■ The data
▶

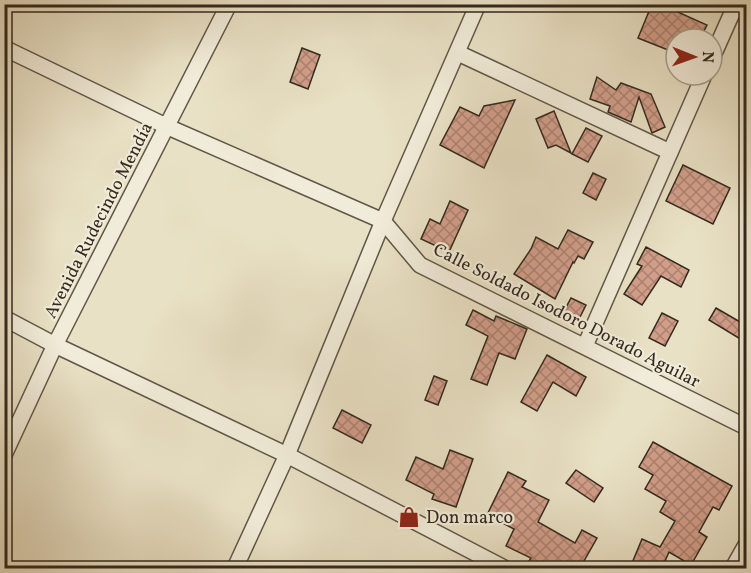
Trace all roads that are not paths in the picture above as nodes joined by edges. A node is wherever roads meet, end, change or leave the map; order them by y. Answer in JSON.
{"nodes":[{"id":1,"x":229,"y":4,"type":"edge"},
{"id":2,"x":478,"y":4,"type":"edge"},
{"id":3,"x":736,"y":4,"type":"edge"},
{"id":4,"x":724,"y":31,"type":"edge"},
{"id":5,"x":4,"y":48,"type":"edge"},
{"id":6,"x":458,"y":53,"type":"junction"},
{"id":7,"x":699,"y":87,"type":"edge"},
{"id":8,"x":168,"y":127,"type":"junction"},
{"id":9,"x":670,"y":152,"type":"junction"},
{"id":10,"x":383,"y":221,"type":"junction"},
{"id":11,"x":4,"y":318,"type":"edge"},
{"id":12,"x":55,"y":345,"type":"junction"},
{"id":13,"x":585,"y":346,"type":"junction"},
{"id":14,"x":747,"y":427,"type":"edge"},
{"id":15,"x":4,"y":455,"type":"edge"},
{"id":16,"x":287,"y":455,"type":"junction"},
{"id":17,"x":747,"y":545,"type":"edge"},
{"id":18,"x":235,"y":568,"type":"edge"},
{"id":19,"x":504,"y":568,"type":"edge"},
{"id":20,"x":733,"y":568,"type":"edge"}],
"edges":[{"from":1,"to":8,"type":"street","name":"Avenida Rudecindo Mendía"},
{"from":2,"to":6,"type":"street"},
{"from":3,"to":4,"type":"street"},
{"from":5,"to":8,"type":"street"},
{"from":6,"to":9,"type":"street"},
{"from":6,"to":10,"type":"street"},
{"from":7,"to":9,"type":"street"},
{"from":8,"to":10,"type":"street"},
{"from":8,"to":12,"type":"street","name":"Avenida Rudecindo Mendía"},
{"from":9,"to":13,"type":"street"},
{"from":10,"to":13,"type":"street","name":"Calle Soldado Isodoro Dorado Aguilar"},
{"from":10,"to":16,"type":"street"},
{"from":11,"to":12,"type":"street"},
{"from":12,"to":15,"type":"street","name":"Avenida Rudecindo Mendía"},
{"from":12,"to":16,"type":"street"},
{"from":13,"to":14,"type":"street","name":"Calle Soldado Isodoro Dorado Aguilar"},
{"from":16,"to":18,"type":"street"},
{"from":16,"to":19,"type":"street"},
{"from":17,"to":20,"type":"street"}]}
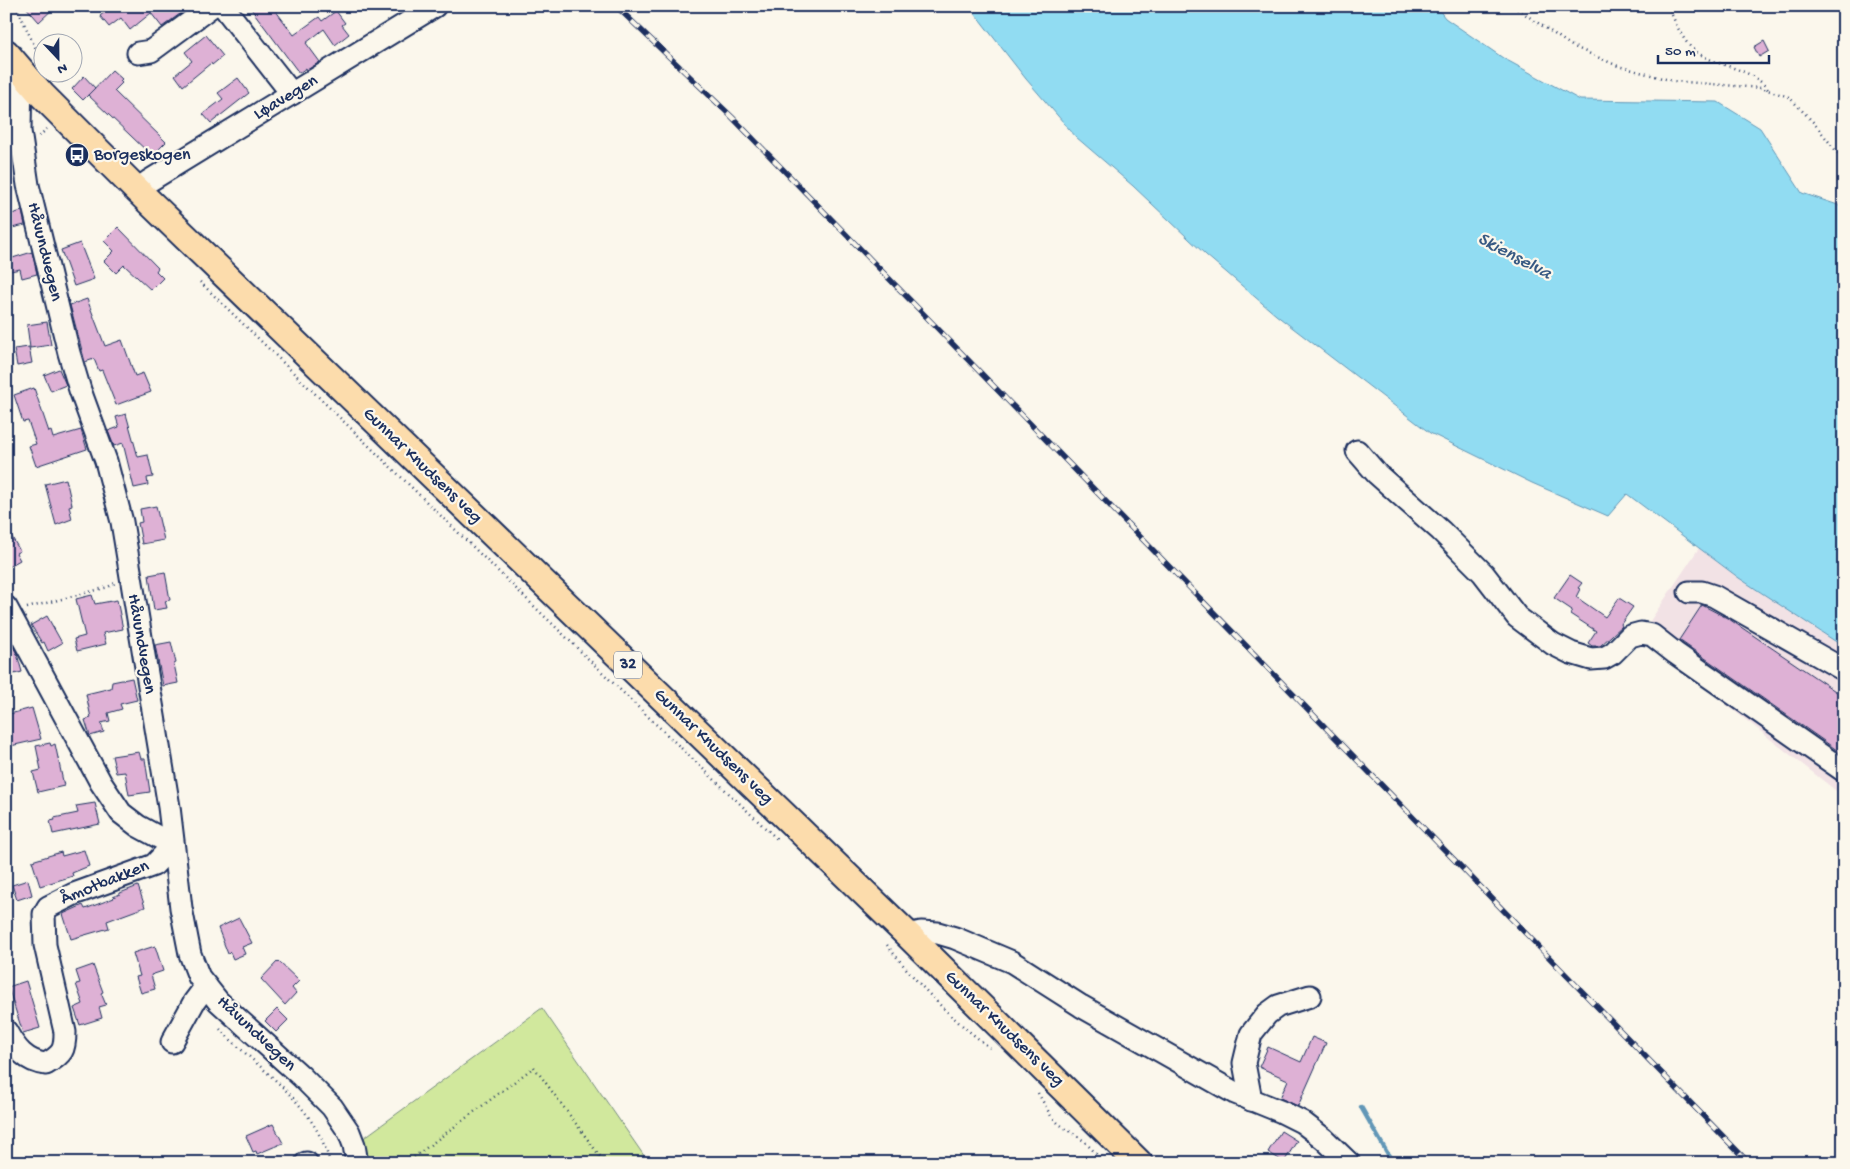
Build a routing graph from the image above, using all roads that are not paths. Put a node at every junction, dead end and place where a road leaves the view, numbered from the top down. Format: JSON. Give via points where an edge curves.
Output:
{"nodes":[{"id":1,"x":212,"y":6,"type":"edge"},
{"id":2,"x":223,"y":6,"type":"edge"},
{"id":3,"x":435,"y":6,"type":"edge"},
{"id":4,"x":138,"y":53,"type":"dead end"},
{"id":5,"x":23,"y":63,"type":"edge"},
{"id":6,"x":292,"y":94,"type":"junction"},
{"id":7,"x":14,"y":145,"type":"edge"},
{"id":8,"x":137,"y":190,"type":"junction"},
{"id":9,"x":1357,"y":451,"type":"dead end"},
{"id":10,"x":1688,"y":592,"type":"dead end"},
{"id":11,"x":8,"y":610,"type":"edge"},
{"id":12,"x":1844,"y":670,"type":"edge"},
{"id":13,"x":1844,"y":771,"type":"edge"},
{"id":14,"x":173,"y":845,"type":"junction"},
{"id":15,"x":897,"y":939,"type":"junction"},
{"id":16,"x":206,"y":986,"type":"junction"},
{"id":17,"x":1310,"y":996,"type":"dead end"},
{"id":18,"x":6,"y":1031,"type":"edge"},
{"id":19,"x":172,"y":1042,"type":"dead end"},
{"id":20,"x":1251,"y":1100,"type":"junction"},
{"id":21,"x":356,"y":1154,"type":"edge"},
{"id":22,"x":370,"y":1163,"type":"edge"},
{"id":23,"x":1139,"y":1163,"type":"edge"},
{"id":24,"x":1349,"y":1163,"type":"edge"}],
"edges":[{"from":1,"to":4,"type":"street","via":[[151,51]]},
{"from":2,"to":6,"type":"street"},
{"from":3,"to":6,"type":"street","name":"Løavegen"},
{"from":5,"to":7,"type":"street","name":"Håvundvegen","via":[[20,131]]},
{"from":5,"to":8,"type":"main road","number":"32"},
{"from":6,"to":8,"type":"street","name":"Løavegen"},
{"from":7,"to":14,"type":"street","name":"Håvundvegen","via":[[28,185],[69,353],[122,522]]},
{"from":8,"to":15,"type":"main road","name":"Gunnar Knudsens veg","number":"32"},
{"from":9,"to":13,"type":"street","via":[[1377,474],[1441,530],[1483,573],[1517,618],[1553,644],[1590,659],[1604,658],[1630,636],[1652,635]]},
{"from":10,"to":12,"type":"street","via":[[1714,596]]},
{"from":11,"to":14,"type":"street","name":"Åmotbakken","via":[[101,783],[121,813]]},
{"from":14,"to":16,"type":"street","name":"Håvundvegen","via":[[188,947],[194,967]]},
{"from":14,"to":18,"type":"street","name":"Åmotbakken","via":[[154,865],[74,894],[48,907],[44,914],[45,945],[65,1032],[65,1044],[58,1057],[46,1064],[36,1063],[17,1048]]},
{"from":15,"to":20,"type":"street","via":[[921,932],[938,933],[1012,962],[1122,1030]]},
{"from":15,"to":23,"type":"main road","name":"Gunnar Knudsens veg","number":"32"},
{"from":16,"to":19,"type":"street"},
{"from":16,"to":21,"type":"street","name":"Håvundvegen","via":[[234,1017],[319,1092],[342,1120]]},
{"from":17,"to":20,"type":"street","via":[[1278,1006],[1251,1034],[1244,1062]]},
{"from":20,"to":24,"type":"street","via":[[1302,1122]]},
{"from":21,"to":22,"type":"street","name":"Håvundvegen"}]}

◀
▶

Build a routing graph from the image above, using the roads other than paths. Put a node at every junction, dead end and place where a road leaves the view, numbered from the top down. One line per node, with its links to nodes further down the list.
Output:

◀

■ Activity
Which lines of the listing above hold the word "Build"? Copy each of them.

■ Solution
Build a routing graph from the image above, using all roads that are not paths. Put a node at every junction, dead end and place where a road leaves the view, numbered from the top down. Format: JSON. Give via points where an edge curves.
Build a routing graph from the image above, using the roads other than paths. Put a node at every junction, dead end and place where a road leaves the view, numbered from the top down. One line per node, with its links to nodes further down the list.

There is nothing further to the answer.